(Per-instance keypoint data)
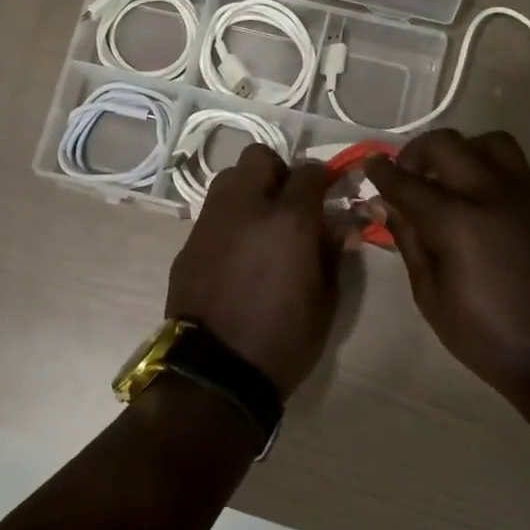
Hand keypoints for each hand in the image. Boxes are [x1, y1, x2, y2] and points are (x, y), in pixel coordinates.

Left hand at [165, 145, 343, 396]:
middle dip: (279, 172)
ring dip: (249, 190)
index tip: (331, 193)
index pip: (310, 172)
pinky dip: (229, 220)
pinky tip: (236, 252)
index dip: (325, 178)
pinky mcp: (188, 241)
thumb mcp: (325, 299)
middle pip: (260, 157)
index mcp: (289, 220)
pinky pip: (213, 213)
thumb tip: (341, 225)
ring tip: (261, 224)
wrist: (216, 371)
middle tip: (290, 204)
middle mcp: (246, 207)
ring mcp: (211, 221)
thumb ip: (333, 252)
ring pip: (229, 178)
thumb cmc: (283, 339)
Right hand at [366, 130, 529, 389]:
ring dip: (458, 149)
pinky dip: (485, 161)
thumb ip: (407, 239)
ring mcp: (522, 194)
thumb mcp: (429, 293)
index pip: (408, 183)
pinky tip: (472, 190)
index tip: (369, 164)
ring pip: (487, 141)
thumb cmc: (480, 332)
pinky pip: (512, 161)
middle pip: (446, 145)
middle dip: (416, 152)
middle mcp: (490, 195)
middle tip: (405, 174)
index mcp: (457, 223)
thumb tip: (382, 204)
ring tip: (444, 175)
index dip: (383, 172)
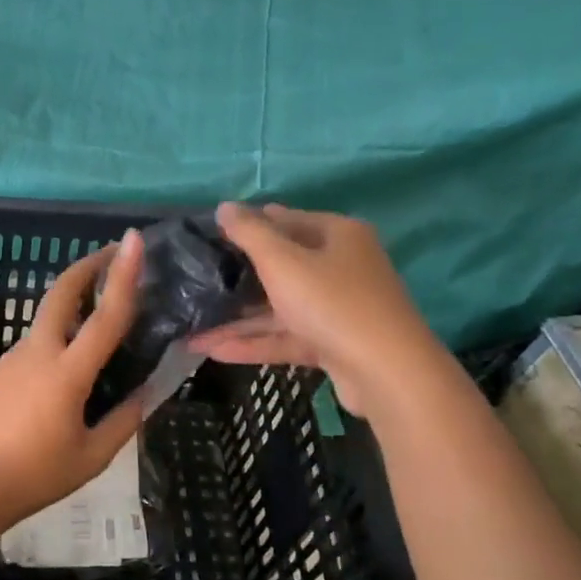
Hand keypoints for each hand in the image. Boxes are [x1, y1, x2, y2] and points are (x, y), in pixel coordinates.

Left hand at [0, 230, 146, 522]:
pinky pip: (36, 341)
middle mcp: (38, 353)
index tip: (133, 240)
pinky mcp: (0, 368)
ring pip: (47, 316)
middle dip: (88, 265)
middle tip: (115, 252)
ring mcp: (14, 357)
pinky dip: (59, 333)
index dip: (123, 275)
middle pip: (61, 292)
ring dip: (74, 300)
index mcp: (67, 373)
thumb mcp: (92, 455)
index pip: (104, 316)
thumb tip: (148, 393)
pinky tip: (71, 359)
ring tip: (102, 310)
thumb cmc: (35, 474)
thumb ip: (124, 420)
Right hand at [190, 203, 429, 416]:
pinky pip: (288, 337)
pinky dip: (255, 342)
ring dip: (239, 319)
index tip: (209, 236)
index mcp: (337, 235)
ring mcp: (339, 308)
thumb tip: (224, 207)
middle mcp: (342, 266)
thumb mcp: (283, 262)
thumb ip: (250, 233)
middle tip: (197, 280)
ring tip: (193, 328)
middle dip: (238, 277)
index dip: (247, 225)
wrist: (387, 373)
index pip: (285, 220)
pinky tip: (215, 350)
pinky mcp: (334, 344)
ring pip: (281, 307)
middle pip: (282, 265)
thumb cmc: (332, 303)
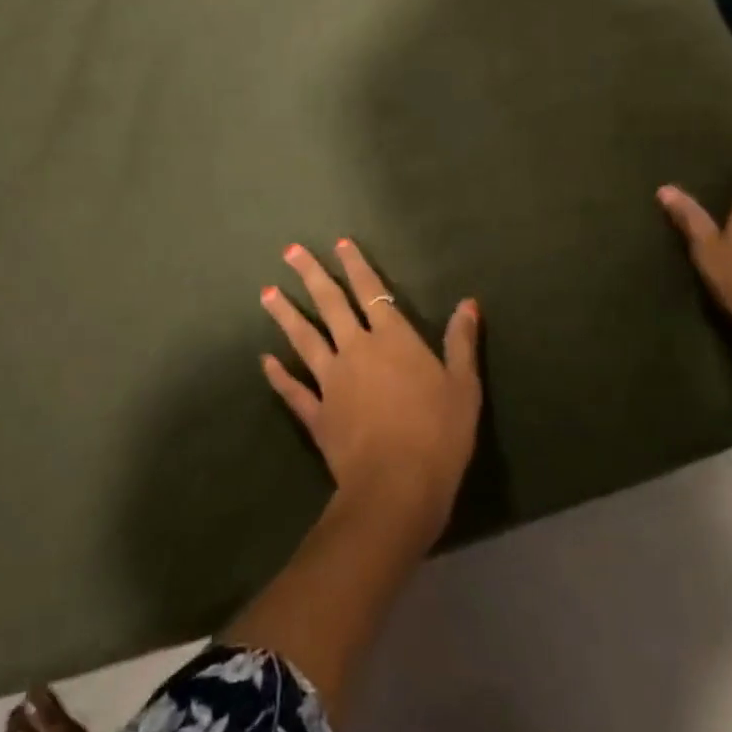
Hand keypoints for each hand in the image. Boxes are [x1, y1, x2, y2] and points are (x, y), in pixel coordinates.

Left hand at [262, 239, 481, 546]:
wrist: (397, 488)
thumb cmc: (438, 434)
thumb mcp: (464, 386)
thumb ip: (461, 342)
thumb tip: (468, 302)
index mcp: (392, 339)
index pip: (372, 292)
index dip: (356, 266)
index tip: (340, 243)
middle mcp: (356, 350)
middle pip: (330, 305)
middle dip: (311, 275)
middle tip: (289, 251)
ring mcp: (331, 382)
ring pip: (304, 339)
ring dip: (285, 314)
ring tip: (266, 292)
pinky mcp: (317, 415)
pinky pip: (293, 390)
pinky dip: (278, 376)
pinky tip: (264, 360)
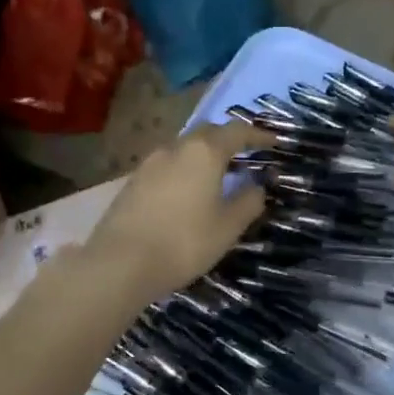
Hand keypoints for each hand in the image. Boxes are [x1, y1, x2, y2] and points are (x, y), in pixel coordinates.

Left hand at [81, 120, 268, 308]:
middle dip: (229, 140)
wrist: (119, 263)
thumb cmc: (184, 242)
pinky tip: (188, 191)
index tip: (273, 142)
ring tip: (218, 175)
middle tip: (245, 155)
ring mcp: (150, 162)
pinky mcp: (133, 181)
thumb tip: (257, 186)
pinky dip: (184, 169)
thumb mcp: (227, 227)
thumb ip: (248, 202)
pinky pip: (167, 165)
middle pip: (208, 133)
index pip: (237, 132)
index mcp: (204, 152)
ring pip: (184, 148)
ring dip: (204, 155)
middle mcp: (176, 148)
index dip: (258, 135)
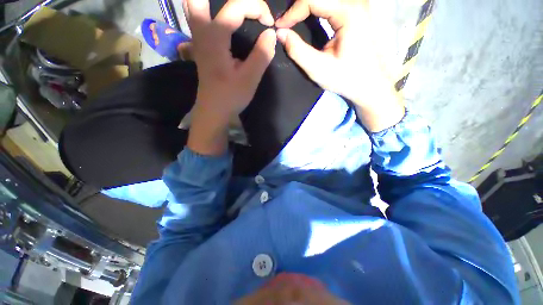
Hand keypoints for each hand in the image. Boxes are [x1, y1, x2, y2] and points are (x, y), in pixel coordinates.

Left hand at [185, 0, 276, 117]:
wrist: (214, 111)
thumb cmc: (230, 97)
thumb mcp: (250, 79)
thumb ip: (262, 55)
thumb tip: (271, 34)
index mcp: (215, 37)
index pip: (236, 5)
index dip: (257, 7)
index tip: (270, 23)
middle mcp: (202, 32)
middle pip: (198, 0)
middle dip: (230, 1)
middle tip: (245, 8)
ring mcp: (198, 40)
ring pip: (193, 7)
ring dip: (210, 3)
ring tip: (235, 11)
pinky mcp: (201, 48)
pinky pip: (199, 20)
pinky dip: (208, 13)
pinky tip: (221, 20)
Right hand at [275, 0, 404, 131]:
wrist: (370, 83)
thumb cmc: (346, 78)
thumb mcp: (319, 69)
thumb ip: (298, 51)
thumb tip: (280, 33)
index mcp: (349, 12)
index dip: (292, 11)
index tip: (279, 27)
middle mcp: (356, 1)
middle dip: (298, 5)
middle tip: (285, 22)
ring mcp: (358, 4)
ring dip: (307, 4)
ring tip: (293, 19)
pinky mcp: (357, 10)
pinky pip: (332, 1)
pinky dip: (316, 6)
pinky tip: (307, 16)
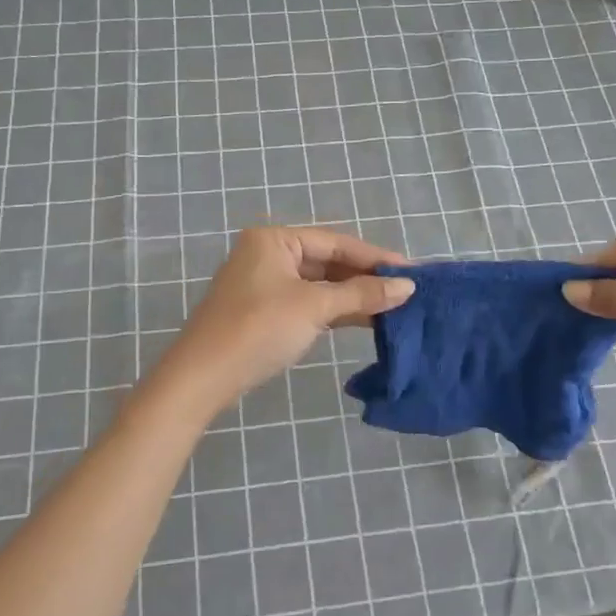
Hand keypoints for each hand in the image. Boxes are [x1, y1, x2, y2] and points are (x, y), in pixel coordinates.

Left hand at [158, 227, 415, 411]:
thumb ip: (362, 294)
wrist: (203, 376)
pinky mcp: (263, 311)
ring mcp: (264, 284)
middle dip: (365, 278)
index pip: (335, 242)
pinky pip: (308, 302)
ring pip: (319, 284)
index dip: (375, 258)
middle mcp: (268, 254)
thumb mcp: (314, 307)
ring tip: (393, 308)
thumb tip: (408, 287)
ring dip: (353, 296)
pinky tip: (364, 320)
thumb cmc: (259, 329)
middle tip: (406, 292)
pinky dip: (334, 310)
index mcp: (274, 239)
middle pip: (327, 261)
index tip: (412, 272)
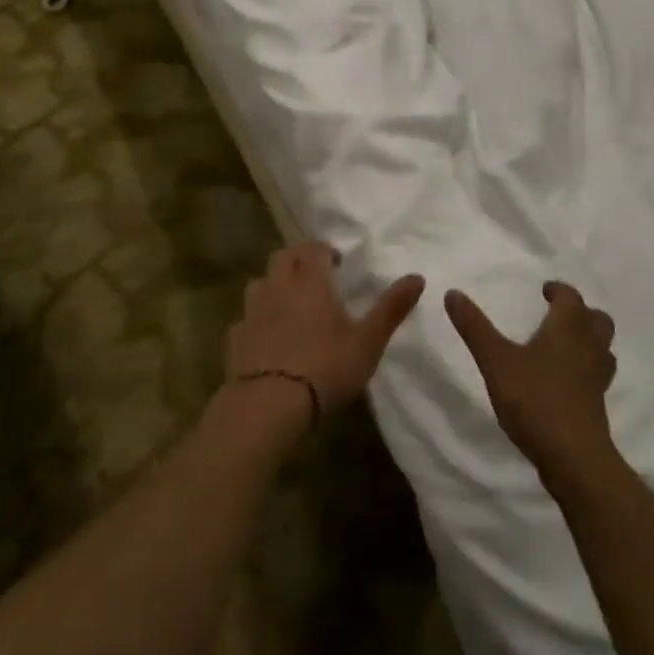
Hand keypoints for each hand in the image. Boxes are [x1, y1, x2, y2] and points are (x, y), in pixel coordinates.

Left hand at [224, 243, 424, 434]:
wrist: (267, 406)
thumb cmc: (325, 368)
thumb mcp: (368, 342)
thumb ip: (391, 308)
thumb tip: (418, 276)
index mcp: (311, 281)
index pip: (314, 249)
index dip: (325, 251)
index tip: (337, 263)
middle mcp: (279, 287)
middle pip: (283, 256)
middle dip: (299, 258)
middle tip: (314, 275)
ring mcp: (252, 311)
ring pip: (260, 282)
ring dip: (274, 284)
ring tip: (289, 302)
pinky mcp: (235, 338)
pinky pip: (245, 318)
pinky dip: (257, 319)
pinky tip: (266, 337)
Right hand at [446, 282, 618, 487]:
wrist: (574, 458)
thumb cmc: (536, 399)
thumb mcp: (496, 361)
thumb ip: (475, 327)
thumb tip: (453, 293)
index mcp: (569, 326)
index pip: (570, 296)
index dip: (557, 290)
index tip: (544, 291)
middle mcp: (589, 345)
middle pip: (596, 318)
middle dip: (580, 312)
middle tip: (556, 315)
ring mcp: (598, 376)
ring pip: (602, 346)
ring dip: (588, 340)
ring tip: (563, 345)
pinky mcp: (598, 403)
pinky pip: (597, 374)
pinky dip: (585, 368)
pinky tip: (565, 380)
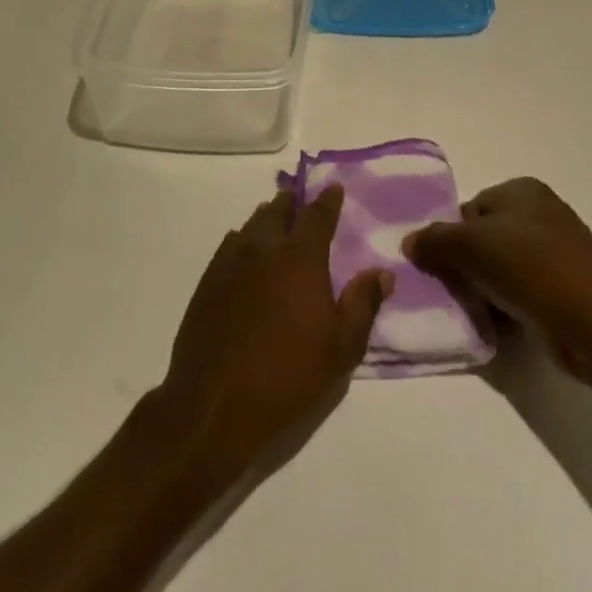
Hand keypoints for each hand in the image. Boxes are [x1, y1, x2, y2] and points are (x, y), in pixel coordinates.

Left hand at [157, 186, 389, 484]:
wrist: (214, 404)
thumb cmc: (287, 376)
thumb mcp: (341, 348)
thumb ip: (363, 304)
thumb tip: (382, 273)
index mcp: (300, 257)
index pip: (317, 215)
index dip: (328, 200)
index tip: (334, 188)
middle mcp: (263, 247)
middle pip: (279, 210)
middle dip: (292, 202)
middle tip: (301, 202)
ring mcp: (231, 261)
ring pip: (252, 224)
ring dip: (267, 218)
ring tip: (276, 222)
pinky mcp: (208, 280)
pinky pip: (230, 245)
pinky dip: (243, 240)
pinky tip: (246, 252)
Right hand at [404, 178, 591, 379]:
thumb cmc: (532, 268)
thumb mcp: (471, 246)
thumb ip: (434, 240)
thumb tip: (409, 242)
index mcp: (522, 190)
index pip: (469, 208)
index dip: (451, 237)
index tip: (442, 267)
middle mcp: (541, 213)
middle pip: (484, 238)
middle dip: (467, 266)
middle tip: (455, 292)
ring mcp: (558, 252)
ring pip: (501, 268)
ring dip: (485, 290)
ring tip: (478, 312)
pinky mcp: (567, 289)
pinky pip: (522, 293)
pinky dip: (508, 307)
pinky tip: (500, 326)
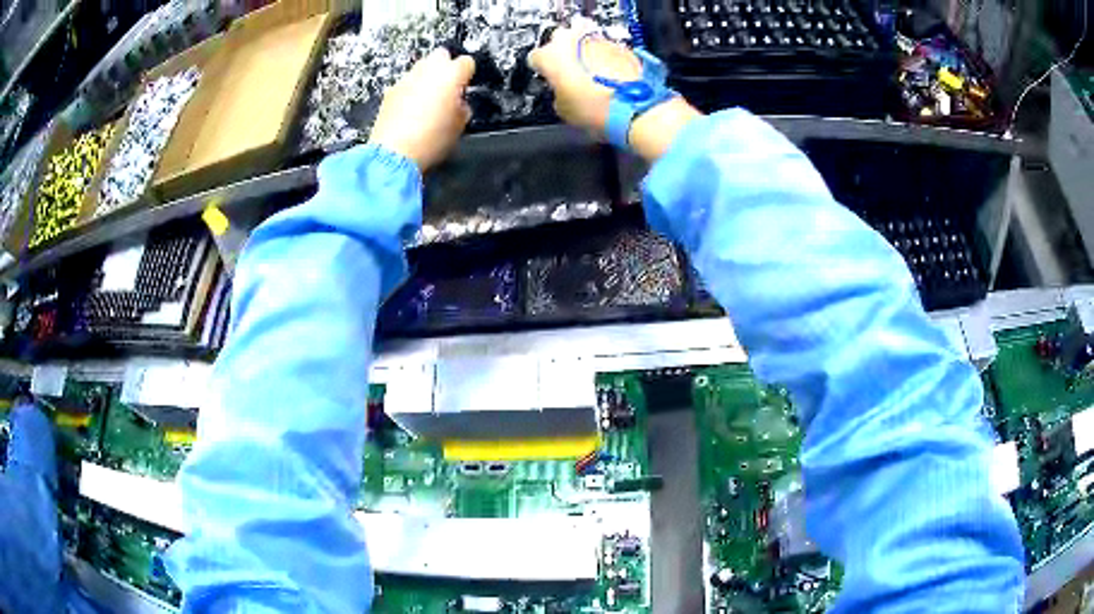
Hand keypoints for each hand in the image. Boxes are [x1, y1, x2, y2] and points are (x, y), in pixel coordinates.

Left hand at [369, 48, 475, 171]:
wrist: (394, 154)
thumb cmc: (431, 140)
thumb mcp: (459, 127)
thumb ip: (462, 108)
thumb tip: (459, 104)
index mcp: (451, 75)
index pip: (467, 62)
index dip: (467, 74)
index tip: (466, 86)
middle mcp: (428, 70)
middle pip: (441, 55)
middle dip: (445, 66)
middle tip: (447, 87)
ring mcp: (407, 79)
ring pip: (421, 67)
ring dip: (426, 78)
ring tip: (428, 99)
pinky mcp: (390, 91)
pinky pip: (405, 83)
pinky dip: (410, 90)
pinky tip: (410, 109)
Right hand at [528, 27, 701, 162]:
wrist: (636, 109)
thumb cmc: (597, 109)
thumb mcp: (564, 110)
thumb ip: (557, 93)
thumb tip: (562, 92)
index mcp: (551, 55)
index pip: (536, 58)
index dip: (542, 70)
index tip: (548, 79)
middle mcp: (573, 41)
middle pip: (561, 43)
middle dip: (564, 57)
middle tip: (569, 77)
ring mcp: (599, 41)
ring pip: (585, 45)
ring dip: (587, 58)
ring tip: (593, 80)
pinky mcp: (622, 47)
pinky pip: (608, 51)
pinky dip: (607, 62)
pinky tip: (611, 80)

TASK PROMPT:
Please quote exactly the run of lines that starts the entries and ends at the line containing "wrist: (216, 371)", leaving out every picture.

RESPONSE BELOW:
Hand keypoints for each hand in the image. Boxes are [x1, y1, x2, y2] and points are (x, y), in pixel coordinates.

Left hand at [165, 145, 343, 396]:
middle dip: (279, 172)
ring dip: (249, 190)
index tip: (331, 193)
index pip: (310, 172)
pinky dip: (229, 220)
pinky tip: (236, 252)
index dip: (325, 178)
pinky mcp: (188, 241)
thumb mcp: (325, 299)
middle pip: (260, 157)
index mcp: (289, 220)
pinky pip: (213, 213)
thumb tip: (341, 225)
ring tip: (261, 224)
wrist: (216, 371)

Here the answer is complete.